(Items from a dataset)
- - -

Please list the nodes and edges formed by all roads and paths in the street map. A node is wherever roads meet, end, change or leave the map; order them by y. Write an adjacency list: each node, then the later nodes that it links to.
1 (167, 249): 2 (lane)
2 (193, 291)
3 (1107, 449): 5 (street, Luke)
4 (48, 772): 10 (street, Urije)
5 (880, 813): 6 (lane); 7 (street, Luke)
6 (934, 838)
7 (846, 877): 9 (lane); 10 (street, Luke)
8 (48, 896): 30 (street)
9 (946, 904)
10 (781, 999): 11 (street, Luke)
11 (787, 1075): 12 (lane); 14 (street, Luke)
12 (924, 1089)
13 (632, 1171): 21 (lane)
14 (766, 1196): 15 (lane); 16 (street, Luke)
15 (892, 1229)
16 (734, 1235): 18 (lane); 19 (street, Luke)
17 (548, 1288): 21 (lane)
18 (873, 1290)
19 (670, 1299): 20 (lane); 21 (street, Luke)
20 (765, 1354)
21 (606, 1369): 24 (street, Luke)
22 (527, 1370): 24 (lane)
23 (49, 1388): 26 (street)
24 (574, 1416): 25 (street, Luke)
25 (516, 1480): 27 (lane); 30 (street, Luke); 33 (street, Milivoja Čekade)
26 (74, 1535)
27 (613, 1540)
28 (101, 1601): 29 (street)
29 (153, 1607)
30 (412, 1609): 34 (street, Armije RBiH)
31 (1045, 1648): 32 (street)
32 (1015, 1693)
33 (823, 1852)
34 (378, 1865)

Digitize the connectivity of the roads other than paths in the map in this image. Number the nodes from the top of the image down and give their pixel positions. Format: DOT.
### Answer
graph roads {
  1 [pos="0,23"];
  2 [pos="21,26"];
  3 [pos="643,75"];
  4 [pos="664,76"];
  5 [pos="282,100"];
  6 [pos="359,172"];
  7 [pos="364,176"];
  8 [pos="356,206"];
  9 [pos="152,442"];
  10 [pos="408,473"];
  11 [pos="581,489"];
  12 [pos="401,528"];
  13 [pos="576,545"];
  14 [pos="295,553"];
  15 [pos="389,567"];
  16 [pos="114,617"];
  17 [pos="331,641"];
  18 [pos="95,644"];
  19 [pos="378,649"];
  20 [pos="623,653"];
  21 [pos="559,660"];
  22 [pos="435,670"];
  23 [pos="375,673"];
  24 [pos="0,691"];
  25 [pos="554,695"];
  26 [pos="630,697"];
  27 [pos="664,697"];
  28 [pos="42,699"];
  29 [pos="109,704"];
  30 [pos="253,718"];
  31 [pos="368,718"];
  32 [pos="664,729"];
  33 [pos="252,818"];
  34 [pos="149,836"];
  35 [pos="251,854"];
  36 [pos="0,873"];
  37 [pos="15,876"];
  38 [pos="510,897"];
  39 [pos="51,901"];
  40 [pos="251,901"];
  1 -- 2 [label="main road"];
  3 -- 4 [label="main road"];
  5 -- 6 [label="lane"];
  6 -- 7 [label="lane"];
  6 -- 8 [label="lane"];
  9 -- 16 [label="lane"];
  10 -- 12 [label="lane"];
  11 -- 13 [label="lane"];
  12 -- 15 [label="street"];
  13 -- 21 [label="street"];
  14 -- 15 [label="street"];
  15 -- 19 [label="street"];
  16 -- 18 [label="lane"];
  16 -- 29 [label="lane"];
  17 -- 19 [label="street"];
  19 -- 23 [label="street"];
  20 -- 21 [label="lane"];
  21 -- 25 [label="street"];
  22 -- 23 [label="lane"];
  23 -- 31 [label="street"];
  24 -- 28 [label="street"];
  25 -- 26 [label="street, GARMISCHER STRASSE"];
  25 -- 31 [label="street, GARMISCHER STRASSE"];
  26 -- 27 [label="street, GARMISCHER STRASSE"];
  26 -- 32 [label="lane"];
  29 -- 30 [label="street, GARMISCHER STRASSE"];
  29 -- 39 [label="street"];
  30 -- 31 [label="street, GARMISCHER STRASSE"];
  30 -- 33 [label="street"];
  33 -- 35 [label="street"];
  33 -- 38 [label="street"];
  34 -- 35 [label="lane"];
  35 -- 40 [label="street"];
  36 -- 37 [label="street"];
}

- - -

(What the task requires): Write out the records above exactly as given.

(Final answer):
Please list the nodes and edges formed by all roads and paths in the street map. A node is wherever roads meet, end, change or leave the map; order them by y. Write an adjacency list: each node, then the later nodes that it links to.
1 (167, 249): 2 (lane)
2 (193, 291)
3 (1107, 449): 5 (street, Luke)
4 (48, 772): 10 (street, Urije)
5 (880, 813): 6 (lane); 7 (street, Luke)
6 (934, 838)
7 (846, 877): 9 (lane); 10 (street, Luke)
8 (48, 896): 30 (street)
9 (946, 904)
10 (781, 999): 11 (street, Luke)
11 (787, 1075): 12 (lane); 14 (street, Luke)
12 (924, 1089)
13 (632, 1171): 21 (lane)
14 (766, 1196): 15 (lane); 16 (street, Luke)
15 (892, 1229)
16 (734, 1235): 18 (lane); 19 (street, Luke)
17 (548, 1288): 21 (lane)
18 (873, 1290)
19 (670, 1299): 20 (lane); 21 (street, Luke)
20 (765, 1354)
21 (606, 1369): 24 (street, Luke)
22 (527, 1370): 24 (lane)
23 (49, 1388): 26 (street)
24 (574, 1416): 25 (street, Luke)
25 (516, 1480): 27 (lane); 30 (street, Luke); 33 (street, Milivoja Čekade)
26 (74, 1535)
27 (613, 1540)
28 (101, 1601): 29 (street)
29 (153, 1607)
30 (412, 1609): 34 (street, Armije RBiH)
31 (1045, 1648): 32 (street)
32 (1015, 1693)
33 (823, 1852)
34 (378, 1865)

Digitize the connectivity of the roads other than paths in the map in this image. Number the nodes from the top of the image down and give their pixel positions. Format: DOT.
### Answer
graph roads {
  1 [pos="0,23"];
  2 [pos="21,26"];
  3 [pos="643,75"];
  4 [pos="664,76"];
  5 [pos="282,100"];
  6 [pos="359,172"];
  7 [pos="364,176"];
  8 [pos="356,206"];
  9 [pos="152,442"];
  10 [pos="408,473"];
  11 [pos="581,489"];
  12 [pos="401,528"];
  13 [pos="576,545"];
  14 [pos="295,553"];
  15 [pos="389,567"];
  16 [pos="114,617"];
  17 [pos="331,641"];
  18 [pos="95,644"];
  19 [pos="378,649"];
  20 [pos="623,653"];
  21 [pos="559,660"];
  22 [pos="435,670"];
  23 [pos="375,673"];
  24 [pos="0,691"];
  25 [pos="554,695"];
  26 [pos="630,697"];
  27 [pos="664,697"];
  28 [pos="42,699"];
  29 [pos="109,704"];
  30 [pos="253,718"];
  31 [pos="368,718"];
  32 [pos="664,729"];
  33 [pos="252,818"];
  34 [pos="149,836"];
  35 [pos="251,854"];
  36 [pos="0,873"];
  37 [pos="15,876"];
  38 [pos="510,897"];
  39 [pos="51,901"];
  40 [pos="251,901"];
  1 -- 2 [label="main road"];
  3 -- 4 [label="main road"];
  5 -- 6 [label="lane"];
  6 -- 7 [label="lane"];
  6 -- 8 [label="lane"];
  9 -- 16 [label="lane"];
  10 -- 12 [label="lane"];
  11 -- 13 [label="lane"];
  12 -- 15 [label="street"];
  13 -- 21 [label="street"];
  14 -- 15 [label="street"];
  15 -- 19 [label="street"];
  16 -- 18 [label="lane"];
  16 -- 29 [label="lane"];
  17 -- 19 [label="street"];
  19 -- 23 [label="street"];
  20 -- 21 [label="lane"];
  21 -- 25 [label="street"];
  22 -- 23 [label="lane"];
  23 -- 31 [label="street"];
  24 -- 28 [label="street"];
  25 -- 26 [label="street, GARMISCHER STRASSE"];
  25 -- 31 [label="street, GARMISCHER STRASSE"];
  26 -- 27 [label="street, GARMISCHER STRASSE"];
  26 -- 32 [label="lane"];
  29 -- 30 [label="street, GARMISCHER STRASSE"];
  29 -- 39 [label="street"];
  30 -- 31 [label="street, GARMISCHER STRASSE"];
  30 -- 33 [label="street"];
  33 -- 35 [label="street"];
  33 -- 38 [label="street"];
  34 -- 35 [label="lane"];
  35 -- 40 [label="street"];
  36 -- 37 [label="street"];
}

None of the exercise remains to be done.